WHAT YOU NEED TO DO:
Look through the entries below, please, and copy every line with the word "main".

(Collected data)
Content starts
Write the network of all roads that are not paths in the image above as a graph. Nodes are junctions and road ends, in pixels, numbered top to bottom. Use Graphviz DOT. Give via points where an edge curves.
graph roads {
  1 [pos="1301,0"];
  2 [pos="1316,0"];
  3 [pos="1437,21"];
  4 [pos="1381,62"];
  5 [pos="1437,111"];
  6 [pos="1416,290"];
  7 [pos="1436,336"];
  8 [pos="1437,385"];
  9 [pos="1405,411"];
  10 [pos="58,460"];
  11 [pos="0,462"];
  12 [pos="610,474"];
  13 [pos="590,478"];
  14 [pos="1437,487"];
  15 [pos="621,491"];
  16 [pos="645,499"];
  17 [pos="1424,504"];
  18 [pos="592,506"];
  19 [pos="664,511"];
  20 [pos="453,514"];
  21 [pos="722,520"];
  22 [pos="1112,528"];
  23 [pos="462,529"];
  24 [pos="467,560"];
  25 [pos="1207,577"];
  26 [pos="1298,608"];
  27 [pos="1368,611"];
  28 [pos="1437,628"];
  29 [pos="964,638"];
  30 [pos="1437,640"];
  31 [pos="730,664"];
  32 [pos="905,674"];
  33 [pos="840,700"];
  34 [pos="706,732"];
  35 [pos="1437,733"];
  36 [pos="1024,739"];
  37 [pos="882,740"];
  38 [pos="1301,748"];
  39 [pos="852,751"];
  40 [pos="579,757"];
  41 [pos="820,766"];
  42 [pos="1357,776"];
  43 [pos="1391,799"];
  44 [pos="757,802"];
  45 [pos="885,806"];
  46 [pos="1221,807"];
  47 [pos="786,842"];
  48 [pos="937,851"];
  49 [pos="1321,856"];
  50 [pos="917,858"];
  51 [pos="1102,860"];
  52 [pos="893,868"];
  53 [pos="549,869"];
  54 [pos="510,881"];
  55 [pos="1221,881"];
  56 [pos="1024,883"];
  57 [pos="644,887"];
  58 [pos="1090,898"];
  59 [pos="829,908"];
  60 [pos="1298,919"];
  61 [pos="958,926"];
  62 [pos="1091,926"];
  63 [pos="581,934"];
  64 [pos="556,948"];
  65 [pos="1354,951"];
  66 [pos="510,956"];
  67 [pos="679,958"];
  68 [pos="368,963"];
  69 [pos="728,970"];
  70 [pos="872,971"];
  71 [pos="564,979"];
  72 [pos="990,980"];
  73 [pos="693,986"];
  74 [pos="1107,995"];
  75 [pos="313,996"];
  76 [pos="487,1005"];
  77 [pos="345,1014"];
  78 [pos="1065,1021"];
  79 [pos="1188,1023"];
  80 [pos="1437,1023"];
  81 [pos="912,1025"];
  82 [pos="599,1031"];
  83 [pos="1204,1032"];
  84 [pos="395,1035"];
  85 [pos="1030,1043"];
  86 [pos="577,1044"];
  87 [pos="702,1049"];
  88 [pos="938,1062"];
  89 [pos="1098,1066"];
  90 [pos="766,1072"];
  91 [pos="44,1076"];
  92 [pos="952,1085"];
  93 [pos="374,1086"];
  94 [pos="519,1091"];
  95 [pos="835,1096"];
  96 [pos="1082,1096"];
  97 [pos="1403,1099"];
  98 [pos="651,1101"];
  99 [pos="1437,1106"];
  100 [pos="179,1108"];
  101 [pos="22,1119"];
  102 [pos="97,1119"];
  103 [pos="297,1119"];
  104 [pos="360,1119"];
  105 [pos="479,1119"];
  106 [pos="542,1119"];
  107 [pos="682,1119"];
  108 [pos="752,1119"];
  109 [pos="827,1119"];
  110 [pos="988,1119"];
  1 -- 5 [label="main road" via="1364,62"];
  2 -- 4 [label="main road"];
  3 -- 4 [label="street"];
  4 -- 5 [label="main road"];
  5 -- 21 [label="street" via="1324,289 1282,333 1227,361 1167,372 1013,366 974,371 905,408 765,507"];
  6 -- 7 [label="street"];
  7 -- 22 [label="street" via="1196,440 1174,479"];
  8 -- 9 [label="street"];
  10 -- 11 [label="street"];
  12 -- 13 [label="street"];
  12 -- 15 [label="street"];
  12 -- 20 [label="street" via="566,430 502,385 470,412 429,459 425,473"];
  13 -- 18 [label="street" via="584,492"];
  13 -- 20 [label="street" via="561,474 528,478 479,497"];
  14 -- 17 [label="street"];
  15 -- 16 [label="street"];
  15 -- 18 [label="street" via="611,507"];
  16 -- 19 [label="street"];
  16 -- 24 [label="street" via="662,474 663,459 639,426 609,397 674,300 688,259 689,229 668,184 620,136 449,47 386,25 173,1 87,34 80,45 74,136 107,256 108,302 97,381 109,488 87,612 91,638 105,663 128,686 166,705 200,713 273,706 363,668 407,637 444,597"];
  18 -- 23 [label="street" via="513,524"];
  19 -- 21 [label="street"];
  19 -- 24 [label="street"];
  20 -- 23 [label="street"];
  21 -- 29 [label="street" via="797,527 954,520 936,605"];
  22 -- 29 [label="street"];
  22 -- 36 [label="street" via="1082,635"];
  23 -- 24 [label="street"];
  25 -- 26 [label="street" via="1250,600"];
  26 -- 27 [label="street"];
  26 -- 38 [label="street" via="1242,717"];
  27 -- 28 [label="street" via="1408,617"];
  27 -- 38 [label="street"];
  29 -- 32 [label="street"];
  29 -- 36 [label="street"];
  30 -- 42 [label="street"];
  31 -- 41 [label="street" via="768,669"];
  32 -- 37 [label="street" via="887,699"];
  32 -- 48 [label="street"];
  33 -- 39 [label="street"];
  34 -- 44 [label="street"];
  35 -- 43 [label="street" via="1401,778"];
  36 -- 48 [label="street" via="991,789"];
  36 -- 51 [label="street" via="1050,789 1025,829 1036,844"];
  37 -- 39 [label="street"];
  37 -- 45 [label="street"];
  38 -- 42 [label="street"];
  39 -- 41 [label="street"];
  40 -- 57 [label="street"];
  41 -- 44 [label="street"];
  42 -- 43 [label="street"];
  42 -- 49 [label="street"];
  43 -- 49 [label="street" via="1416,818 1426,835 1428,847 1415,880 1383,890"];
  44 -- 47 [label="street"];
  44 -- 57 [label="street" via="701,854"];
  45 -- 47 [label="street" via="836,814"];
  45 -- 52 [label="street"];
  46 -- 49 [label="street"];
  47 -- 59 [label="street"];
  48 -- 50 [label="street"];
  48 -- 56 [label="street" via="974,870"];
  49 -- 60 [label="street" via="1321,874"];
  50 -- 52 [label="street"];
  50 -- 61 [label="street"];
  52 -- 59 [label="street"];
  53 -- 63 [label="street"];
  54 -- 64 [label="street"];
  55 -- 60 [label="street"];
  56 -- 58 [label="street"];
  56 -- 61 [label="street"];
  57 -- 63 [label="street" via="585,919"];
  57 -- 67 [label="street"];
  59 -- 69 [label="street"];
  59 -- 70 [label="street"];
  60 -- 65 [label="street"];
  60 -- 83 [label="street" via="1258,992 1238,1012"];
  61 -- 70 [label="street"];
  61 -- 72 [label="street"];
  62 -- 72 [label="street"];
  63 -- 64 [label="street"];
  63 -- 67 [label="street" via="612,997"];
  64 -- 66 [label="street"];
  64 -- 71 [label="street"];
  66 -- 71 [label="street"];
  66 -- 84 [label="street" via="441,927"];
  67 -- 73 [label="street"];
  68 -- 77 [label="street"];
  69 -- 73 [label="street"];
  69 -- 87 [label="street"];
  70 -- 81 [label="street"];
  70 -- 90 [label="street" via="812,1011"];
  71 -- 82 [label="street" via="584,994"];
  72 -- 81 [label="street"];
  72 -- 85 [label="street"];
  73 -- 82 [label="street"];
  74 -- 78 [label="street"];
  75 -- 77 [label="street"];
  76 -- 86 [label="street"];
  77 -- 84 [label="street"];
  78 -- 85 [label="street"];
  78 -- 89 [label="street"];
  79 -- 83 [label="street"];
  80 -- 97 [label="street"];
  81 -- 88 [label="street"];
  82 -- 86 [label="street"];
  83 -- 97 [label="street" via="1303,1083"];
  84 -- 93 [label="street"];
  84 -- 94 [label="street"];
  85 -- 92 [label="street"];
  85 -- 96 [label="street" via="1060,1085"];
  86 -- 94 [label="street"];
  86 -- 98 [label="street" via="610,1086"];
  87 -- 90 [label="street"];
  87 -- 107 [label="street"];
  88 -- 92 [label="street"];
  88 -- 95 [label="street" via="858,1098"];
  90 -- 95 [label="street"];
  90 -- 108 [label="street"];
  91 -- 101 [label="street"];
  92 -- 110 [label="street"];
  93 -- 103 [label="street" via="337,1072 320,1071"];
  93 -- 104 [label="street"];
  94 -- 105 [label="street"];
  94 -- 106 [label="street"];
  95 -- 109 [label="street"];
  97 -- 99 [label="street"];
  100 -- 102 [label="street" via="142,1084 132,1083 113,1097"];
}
Content ends
RESULT BELOW:
  1 -- 5 [label="main road" via="1364,62"];
  2 -- 4 [label="main road"];
  4 -- 5 [label="main road"];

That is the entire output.